→ **Problem description**: Return each line in the records below that includes "bridge".

→ **Data provided**:
=== Section Start ===

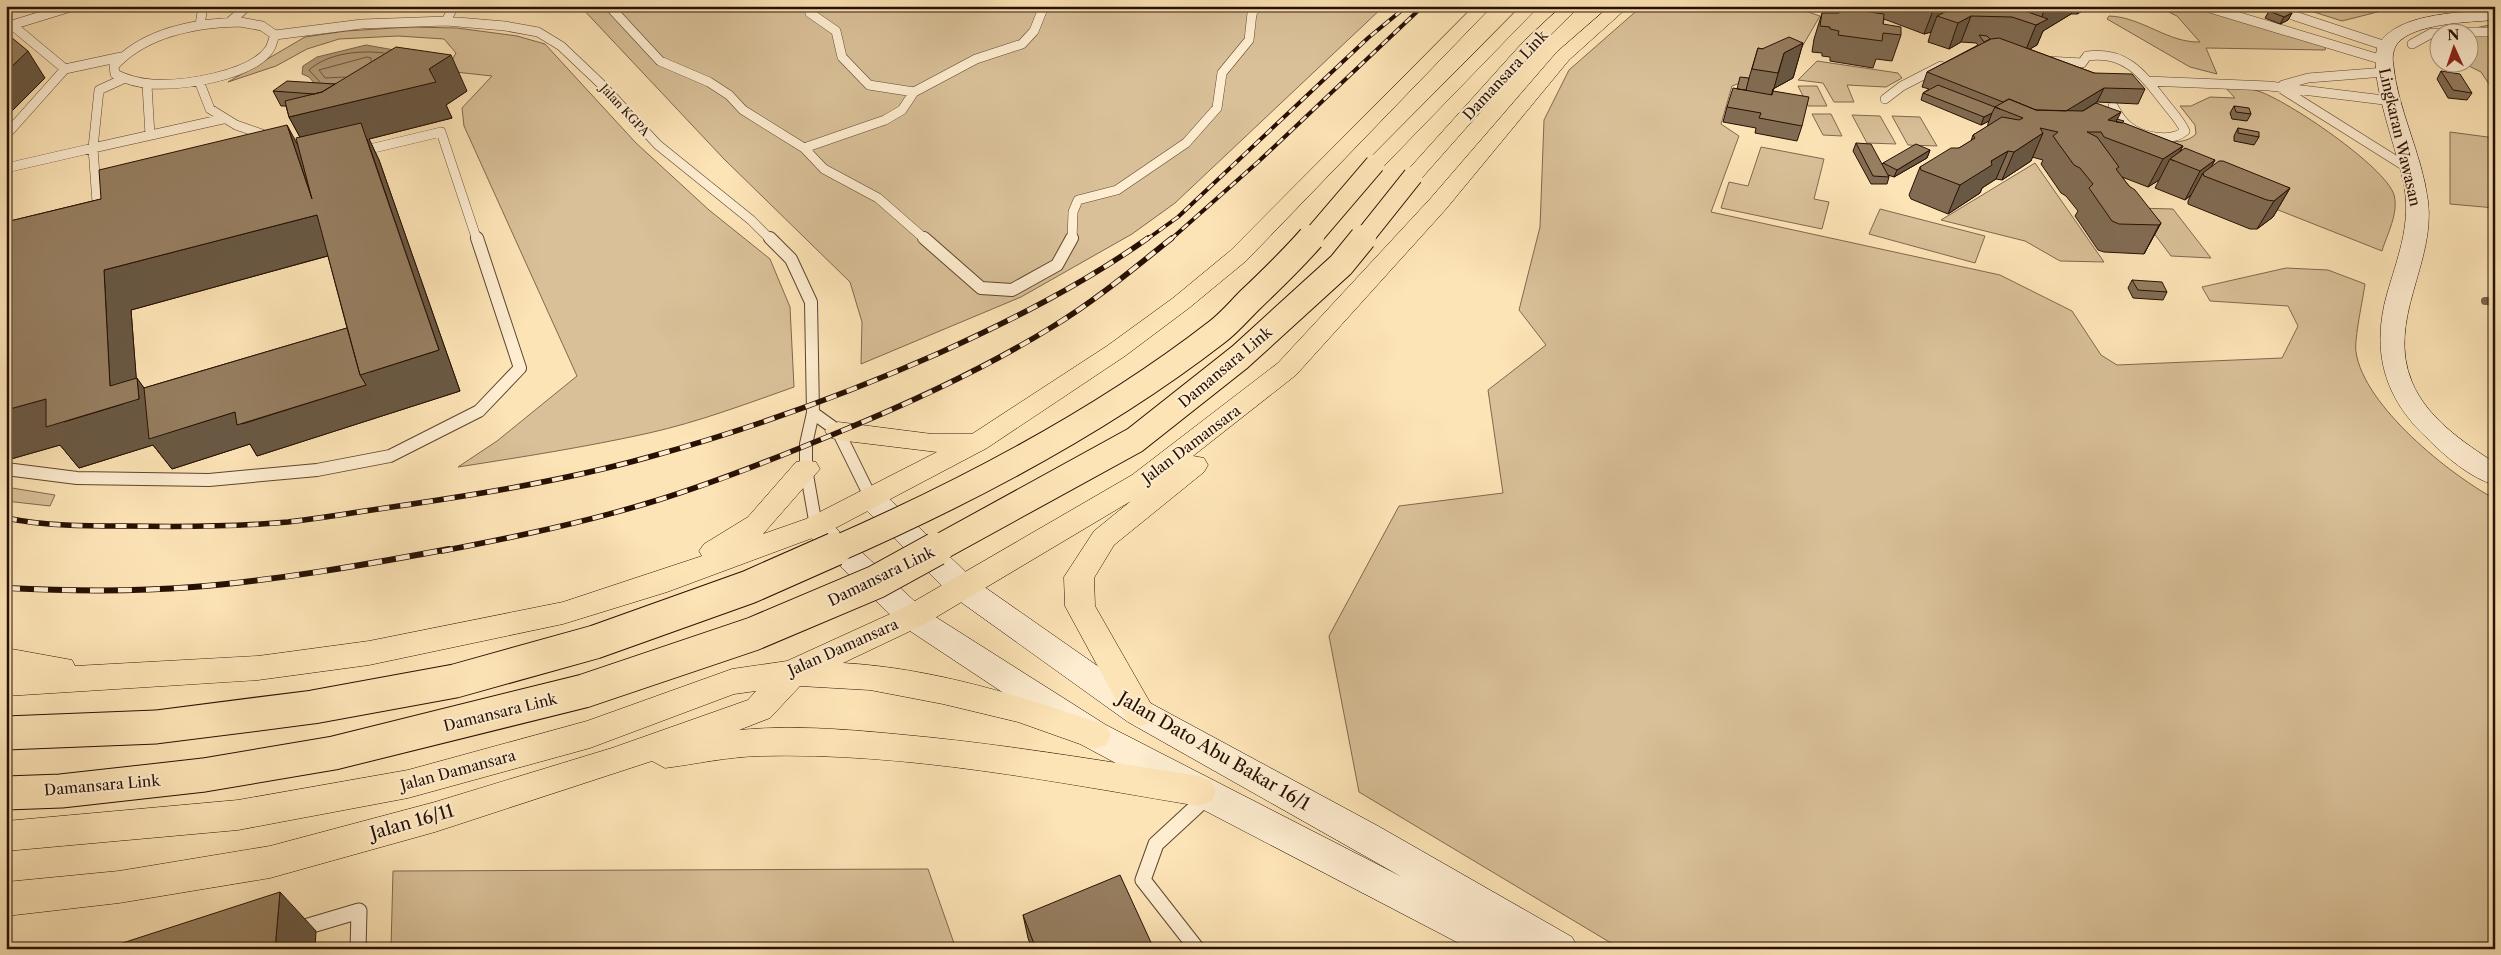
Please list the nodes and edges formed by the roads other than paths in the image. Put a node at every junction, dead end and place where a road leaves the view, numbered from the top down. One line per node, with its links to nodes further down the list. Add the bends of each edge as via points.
1 (74, 6): 27 (lane, via 12,25)
2 (204, 6): 18 (lane)
3 (247, 6): 17 (lane)
4 (454, 6): 16 (lane)
5 (610, 6): 43 (lane, via 660,61 709,82 729,95 743,110)
6 (808, 6): 34 (lane, via 810,13 836,30 842,57 869,85)
7 (1044, 6): 34 (lane, via 1034,31 1022,44 976,59)
8 (1258, 6): 43 (lane, via 1252,13 1249,40 1222,73 1217,108 1186,143 1117,190 1078,200 1073,212 1072,239 1057,265 1012,290 981,288 878,198 824,169)
9 (1484, 6): 51 (main road, via 1238,256 1116,351)
10 (1530, 6): 65 (main road, Damansara Link, bridge, via 1376,164 1294,258 1218,330 1126,394 1018,462 884,528 749,587 595,642 456,681 313,707 156,727)
11 (1572, 6): 68 (main road, Damansara Link, bridge, via 1530,45 1413,176 1340,265 1240,357 1135,440 876,582 753,634 584,690 334,753 204,775 61,791)
12 (1621, 6): 47 (main road, Jalan Damansara, via 1563,56)
13 (2203, 6): 26 (lane)
14 (2272, 6): 26 (lane)
15 (2495, 15): 26 (main road, Lingkaran Wawasan, via 2423,24 2396,35)
16 (446, 21): 21 (lane, Jalan KGPA, via 362,24); 49 (lane, Jalan KGPA, via 538,32 556,42 600,82 658,145 751,220 791,259 811,302)
17 (230, 22): 18 (lane); 21 (lane, via 259,25)
18 (200, 25): 24 (lane, via 162,35)
19 (2478, 32): 20 (lane)
20 (2495, 32)
21 (275, 35): 30 (lane, via 275,42 268,52 253,62)
22 (2428, 35): 23 (lane)
23 (2412, 44)
24 (121, 57): 27 (lane); 29 (lane, via 114,66 115,74)
25 (1953, 59): 35 (lane)
26 (2385, 59): 33 (lane); 36 (main road, Lingkaran Wawasan)
27 (66, 69): 39 (lane)
28 (2070, 72): 31 (lane, via 2037,60 2084,66 2087,56 2119,58 2134,67)
29 (121, 80): 32 (lane); 42 (lane, via 99,90)
30 (199, 81): 32 (lane); 38 (lane, via 210,110)
31 (2147, 81): 33 (lane); 37 (lane, via 2183,127 2182,134 2168,137 2141,133 2129,126)
32 (147, 85): 40 (lane)
33 (2278, 87): 36 (lane); 46 (lane)
34 (914, 92): 43 (lane, via 902,110 885,120)
35 (1885, 98)
36 (2392, 101): 46 (main road, Lingkaran Wawasan)
37 (2113, 106)
38 (223, 119): 40 (lane); 41 (lane)
39 (6, 135)
40 (150, 135): 42 (lane)
41 (284, 142)
42 (93, 148): 45 (lane); 48 (lane)
43 (804, 148)
44 (345, 155): 52 (lane, via 441,132 520,368 479,411 390,456 317,470 209,480 77,478)
45 (6, 168)
46 (2411, 170): 54 (main road, Lingkaran Wawasan, via 2418,207 2417,234 2394,313 2391,353 2403,394 2424,423 2464,456)
47 (1438, 204): 58 (main road, Jalan Damansara, via 1287,369 1228,417 1142,482); 64 (main road, via 1298,380 1104,538 1079,577 1080,606)
48 (100, 229)
49 (813, 413): 50 (lane); 53 (lane, Jalan KGPA, via 806,444)
50 (838, 431): 51 (main road, via 932,443); 55 (lane)
51 (978, 442): 55 (main road)
52 (6, 469)
53 (806, 469): 56 (lane, Jalan KGPA); 57 (main road, via 758,524)
54 (2495, 476)
55 (871, 498): 56 (main road); 58 (main road, Jalan Dato Abu Bakar 16/1)
56 (816, 526): 57 (main road); 59 (main road)
57 (656, 584): 62 (main road, via 563,613 369,653 258,668)
58 (962, 587): 59 (main road, Jalan Damansara); 64 (main road, Jalan Dato Abu Bakar 16/1)
59 (912, 617): 61 (main road, Jalan Damansara); 66 (main road)
60 (6, 660): 62 (main road)
61 (792, 673): 66 (main road, via 870,678 943,691 1020,709); 67 (main road, Jalan 16/11, via 759,709); 70 (main road, Jalan Damansara, via 732,682 590,734 408,784 238,815)
62 (108, 678): 63 (main road)
63 (6, 683)
64 (1140, 713): 76 (main road, Jalan Dato Abu Bakar 16/1, via 1366,837)
65 (6, 733)
66 (1094, 735): 69 (main road)
67 (614, 761): 69 (main road, via 757,742 854,742 1053,767); 71 (main road, Jalan 16/11, via 435,817 270,862 119,887)
68 (6, 793)
69 (1204, 794): 74 (lane, via 1156,844 1143,880); 75 (main road)
70 (6, 836)
71 (6, 899)
72 (279, 935): 73 (lane, via 359,911)
73 (358, 949)
74 (1197, 949)
75 (1503, 949)
76 (1559, 949)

=== Section End ===

→ **Response area**:
10 (1530, 6): 65 (main road, Damansara Link, bridge, via 1376,164 1294,258 1218,330 1126,394 1018,462 884,528 749,587 595,642 456,681 313,707 156,727)
11 (1572, 6): 68 (main road, Damansara Link, bridge, via 1530,45 1413,176 1340,265 1240,357 1135,440 876,582 753,634 584,690 334,753 204,775 61,791)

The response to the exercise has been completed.